Uma vez foi confrontada com uma opinião de uma jovem que tentava contrariar a ideia de que os povos gentíos do Norte pudessem apreciar um mulher sanguinária. Os relatos históricos mostram-nos o quanto as mulheres deste ponto do mapa mundi incentivam os seus companheiros em violentos combates com os romanos, ao ponto de lhes pedirem entrega total na luta para que não se tornassem cativeiras do exército invasor. Elas pediam sangue, coragem e proteção; e avançavam para a contenda de espda em punho, caso o esposo perdesse a vida. A vingança era um prato que se servia frio e de uma forma maquiavélica pela mulher ou mulheres que assistissem à usurpação da liderança entregue ao marido.

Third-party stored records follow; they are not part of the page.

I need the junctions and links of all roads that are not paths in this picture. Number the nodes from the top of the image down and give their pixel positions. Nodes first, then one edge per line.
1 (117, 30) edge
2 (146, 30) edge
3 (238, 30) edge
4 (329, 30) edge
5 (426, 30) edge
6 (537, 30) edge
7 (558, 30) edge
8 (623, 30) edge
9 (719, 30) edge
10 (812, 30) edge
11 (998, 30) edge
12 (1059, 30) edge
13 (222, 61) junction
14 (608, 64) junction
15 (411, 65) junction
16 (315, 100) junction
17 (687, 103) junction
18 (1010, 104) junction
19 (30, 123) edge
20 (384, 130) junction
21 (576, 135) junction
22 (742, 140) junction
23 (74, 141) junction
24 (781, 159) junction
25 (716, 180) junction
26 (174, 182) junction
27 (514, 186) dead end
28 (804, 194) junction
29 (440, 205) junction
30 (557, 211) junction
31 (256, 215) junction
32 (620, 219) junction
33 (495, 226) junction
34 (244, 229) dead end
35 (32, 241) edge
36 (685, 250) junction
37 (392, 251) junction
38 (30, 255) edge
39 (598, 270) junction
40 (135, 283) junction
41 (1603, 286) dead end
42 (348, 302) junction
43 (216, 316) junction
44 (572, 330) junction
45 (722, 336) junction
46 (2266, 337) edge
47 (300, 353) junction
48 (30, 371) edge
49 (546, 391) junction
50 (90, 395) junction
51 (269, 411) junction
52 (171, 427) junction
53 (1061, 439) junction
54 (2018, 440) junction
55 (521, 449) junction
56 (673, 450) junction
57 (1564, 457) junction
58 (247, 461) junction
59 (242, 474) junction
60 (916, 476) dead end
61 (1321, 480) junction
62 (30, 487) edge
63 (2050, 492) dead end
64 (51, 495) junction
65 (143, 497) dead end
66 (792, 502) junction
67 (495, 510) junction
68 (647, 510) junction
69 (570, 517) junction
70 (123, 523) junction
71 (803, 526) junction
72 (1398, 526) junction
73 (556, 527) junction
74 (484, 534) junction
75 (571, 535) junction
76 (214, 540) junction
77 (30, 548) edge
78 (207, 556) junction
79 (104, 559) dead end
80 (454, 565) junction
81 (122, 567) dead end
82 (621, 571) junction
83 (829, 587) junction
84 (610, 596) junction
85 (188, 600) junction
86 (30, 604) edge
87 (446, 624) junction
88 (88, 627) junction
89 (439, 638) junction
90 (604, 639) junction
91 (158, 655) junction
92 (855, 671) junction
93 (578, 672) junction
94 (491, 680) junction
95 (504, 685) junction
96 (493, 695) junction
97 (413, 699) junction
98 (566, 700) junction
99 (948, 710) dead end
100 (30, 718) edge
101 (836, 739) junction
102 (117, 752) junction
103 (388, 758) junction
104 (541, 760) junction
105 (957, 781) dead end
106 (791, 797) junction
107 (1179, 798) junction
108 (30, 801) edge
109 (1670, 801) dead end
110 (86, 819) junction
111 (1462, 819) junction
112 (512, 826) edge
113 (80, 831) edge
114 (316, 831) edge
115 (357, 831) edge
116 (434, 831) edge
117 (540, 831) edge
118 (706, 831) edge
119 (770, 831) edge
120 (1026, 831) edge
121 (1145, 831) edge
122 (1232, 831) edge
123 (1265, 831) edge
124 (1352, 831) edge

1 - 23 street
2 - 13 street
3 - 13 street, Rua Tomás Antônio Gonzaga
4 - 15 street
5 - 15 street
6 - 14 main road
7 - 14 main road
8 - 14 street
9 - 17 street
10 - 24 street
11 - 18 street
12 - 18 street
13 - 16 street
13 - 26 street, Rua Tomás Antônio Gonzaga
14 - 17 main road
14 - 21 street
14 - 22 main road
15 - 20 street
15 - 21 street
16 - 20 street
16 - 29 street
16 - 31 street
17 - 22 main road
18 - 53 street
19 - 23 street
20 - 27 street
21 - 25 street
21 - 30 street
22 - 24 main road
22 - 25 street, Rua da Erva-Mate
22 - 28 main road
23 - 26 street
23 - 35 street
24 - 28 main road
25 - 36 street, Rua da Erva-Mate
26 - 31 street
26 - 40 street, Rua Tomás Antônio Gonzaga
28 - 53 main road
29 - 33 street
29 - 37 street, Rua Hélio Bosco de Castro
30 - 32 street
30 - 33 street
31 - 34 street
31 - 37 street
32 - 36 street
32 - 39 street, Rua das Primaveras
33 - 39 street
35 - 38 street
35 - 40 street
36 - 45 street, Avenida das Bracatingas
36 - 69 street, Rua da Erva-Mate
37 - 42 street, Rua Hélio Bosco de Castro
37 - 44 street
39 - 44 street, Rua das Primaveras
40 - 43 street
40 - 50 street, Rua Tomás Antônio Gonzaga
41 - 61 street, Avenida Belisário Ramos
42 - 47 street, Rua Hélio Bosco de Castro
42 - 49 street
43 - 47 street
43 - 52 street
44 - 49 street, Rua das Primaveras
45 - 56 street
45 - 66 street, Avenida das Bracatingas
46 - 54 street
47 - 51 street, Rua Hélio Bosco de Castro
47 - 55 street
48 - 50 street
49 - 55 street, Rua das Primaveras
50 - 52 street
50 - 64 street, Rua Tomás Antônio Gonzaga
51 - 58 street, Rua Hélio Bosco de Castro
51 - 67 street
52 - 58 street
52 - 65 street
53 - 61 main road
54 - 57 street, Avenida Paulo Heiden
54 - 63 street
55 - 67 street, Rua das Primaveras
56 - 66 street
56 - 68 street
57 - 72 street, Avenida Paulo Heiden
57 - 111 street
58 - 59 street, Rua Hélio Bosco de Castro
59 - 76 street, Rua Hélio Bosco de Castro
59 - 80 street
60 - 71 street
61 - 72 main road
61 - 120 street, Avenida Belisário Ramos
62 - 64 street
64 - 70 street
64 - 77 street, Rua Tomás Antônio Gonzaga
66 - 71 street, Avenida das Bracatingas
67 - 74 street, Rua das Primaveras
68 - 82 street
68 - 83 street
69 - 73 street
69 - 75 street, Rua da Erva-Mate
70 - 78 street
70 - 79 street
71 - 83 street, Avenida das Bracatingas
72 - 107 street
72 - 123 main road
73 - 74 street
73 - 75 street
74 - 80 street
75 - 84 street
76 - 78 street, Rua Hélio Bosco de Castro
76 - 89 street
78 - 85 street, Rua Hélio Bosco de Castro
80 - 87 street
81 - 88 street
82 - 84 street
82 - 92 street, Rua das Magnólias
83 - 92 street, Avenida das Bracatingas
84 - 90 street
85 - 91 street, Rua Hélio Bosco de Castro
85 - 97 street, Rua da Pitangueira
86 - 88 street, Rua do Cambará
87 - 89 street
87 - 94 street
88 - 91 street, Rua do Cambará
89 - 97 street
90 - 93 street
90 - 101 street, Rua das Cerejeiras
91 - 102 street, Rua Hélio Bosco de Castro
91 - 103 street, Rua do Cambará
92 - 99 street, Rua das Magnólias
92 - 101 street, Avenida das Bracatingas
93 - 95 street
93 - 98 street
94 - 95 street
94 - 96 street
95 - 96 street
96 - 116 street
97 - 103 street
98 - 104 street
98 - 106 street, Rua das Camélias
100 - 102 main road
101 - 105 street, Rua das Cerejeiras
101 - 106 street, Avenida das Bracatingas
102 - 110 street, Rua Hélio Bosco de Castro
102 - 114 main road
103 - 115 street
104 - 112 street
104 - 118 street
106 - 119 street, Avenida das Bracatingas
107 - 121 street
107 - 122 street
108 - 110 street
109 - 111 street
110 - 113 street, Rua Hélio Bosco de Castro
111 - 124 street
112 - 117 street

É claro que a atual noção do feminino não suporta a imagem de mulheres frias, capazes de atrocidades mais comuns entre a comunidade masculina, optando por um retrato de doçura nos gestos e de linhas corporais subtis e sensuais. Para mim, a sensualidade tem o contributo de algo de marcial - Vénus é amante de Marte; Freya é apreciada por Ódin, por exemplo. Uma mulher combativa e carismática gera ao mesmo tempo desejo e receio, e tece um longo manto de mistério em torno delas. Há algo, no seu âmago que a muitos seduz e ao mesmo tempo assusta. Acho que é o seu espírito livre e abrangente que alimenta sentimentos paradoxais, como se elas convidassem o individuo para uma inquietante entrega em queda livre, abrindo-lhes a porta à liberdade total dos condicionamentos sociais e morais. Elas estão no risco limite de um promontório, onde nada se vislumbra para lá daquela fronteira, sorriem e acenam em provocação para que avance e se deixe ir no grande salto.